‘New music’ agenda

Modern works performed by the Bayside Trio
By EMILY PARKHURST  |  January 28, 2010

IN THREE PARTS: The Bayside Trio.

Bayside Trio | October 24 at 7:30 pm | at Saco River Grange Hall, Bar Mills | $12 | 207.929.6472 | October 25 at 7:30 pm | at Lorimer Chapel, Colby College, Waterville | Free | 207.859.5670 | October 26 at 7:30 pm | at St Luke’s Cathedral, 143 State St, Portland | $10 | 207.772.5434
The Bayside Trio push the boundaries of modern classical music, performing works by living or recent composers. For some classical concert-goers, the group’s edgy program selections might be difficult to digest. But the Bayside Trio perform for those who wish to see something different, something new, something alive.

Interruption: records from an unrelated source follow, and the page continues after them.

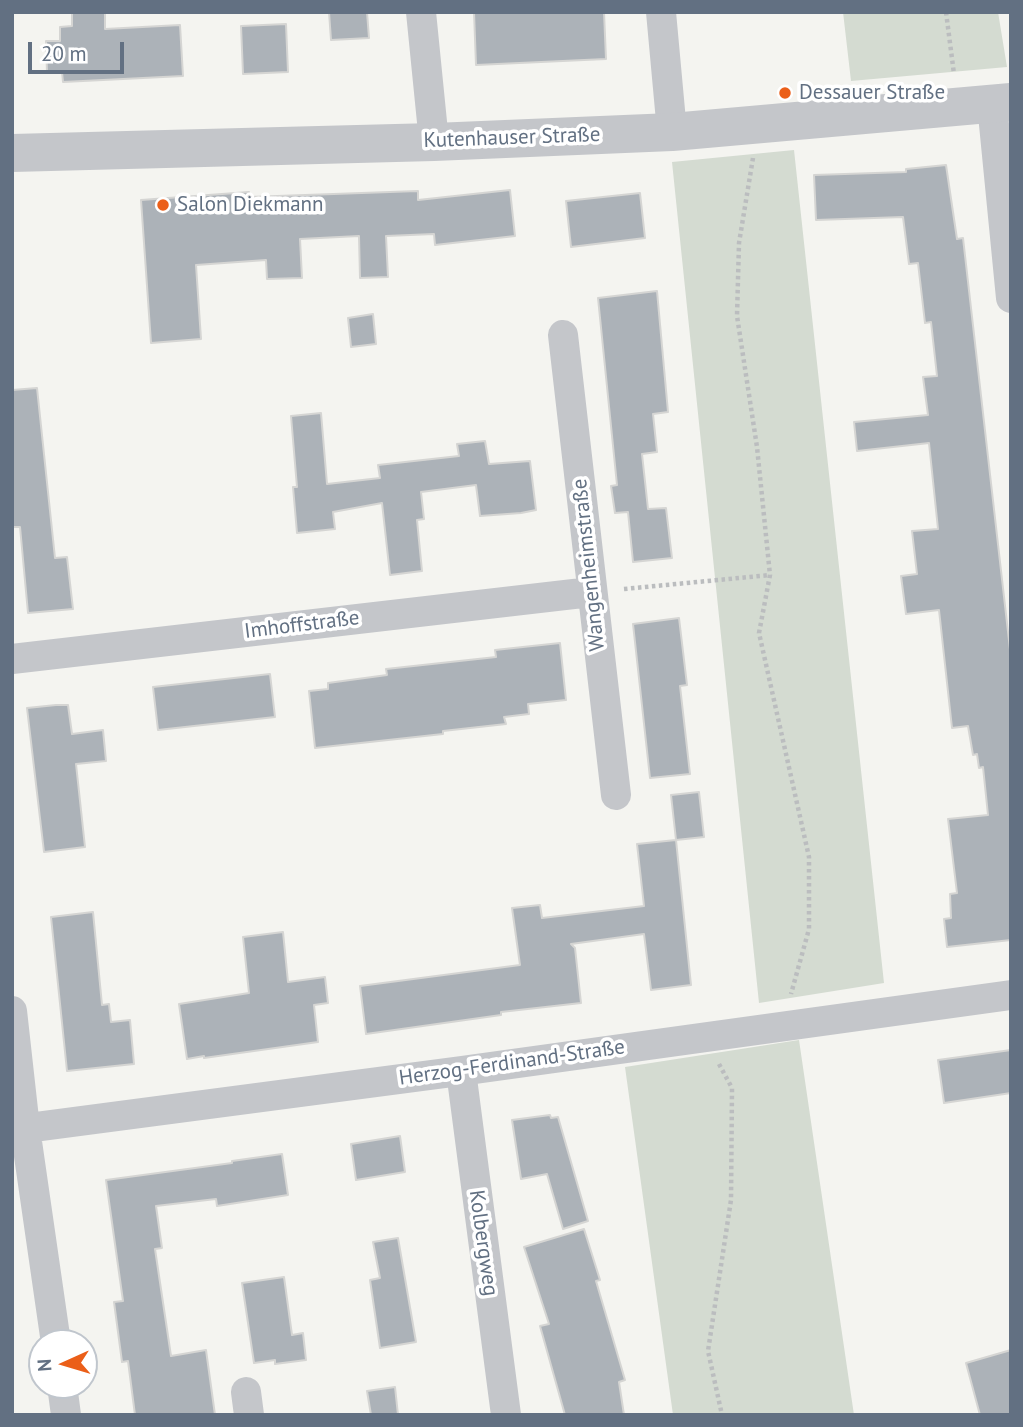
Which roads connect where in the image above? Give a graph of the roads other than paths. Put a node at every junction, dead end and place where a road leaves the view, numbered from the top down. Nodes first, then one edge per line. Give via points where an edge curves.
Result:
1 (421, 12) edge
2 (661, 12) edge
3 (987, 104) edge
4 (672, 132) junction
5 (434, 142) junction
6 (12, 153) edge
7 (1011, 298) edge
8 (563, 335) dead end
9 (591, 592) junction
10 (12, 659) edge
11 (616, 795) dead end
12 (1011, 995) edge
13 (12, 1011) edge
14 (461, 1071) junction
15 (19, 1129) edge
16 (54, 1329) edge
17 (506, 1415) edge

1 - 5 street
2 - 4 street
3 - 4 street, Kutenhauser Straße
3 - 7 street
4 - 5 street, Kutenhauser Straße
5 - 6 street, Kutenhauser Straße
8 - 9 street, Wangenheimstraße
9 - 10 street, Imhoffstraße
9 - 11 street, Wangenheimstraße
12 - 14 street, Herzog-Ferdinand-Straße
13 - 15 street
14 - 15 street, Herzog-Ferdinand-Straße
14 - 17 street, Kolbergweg
15 - 16 street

“So many of my favorite modern composers came to classical music from a different place, like jazz or folk music,” says pianist Anastasia Antonacos. “The first classical composer they all seem to discover is Stravinsky and then they travel backward in time from there.”

For their weekend of concerts the Bayside Trio will perform two works with mezzo-soprano Solange Merdinian: Maurice Ravel’s Chansons Madécasses for mezzo-soprano, flute, cello, and piano, and Armenian composer Tigran Mansurian’s Three Madrigals. The concert will open with Argentine tango composer Astor Piazzolla’s Four Seasons of Buenos Aires.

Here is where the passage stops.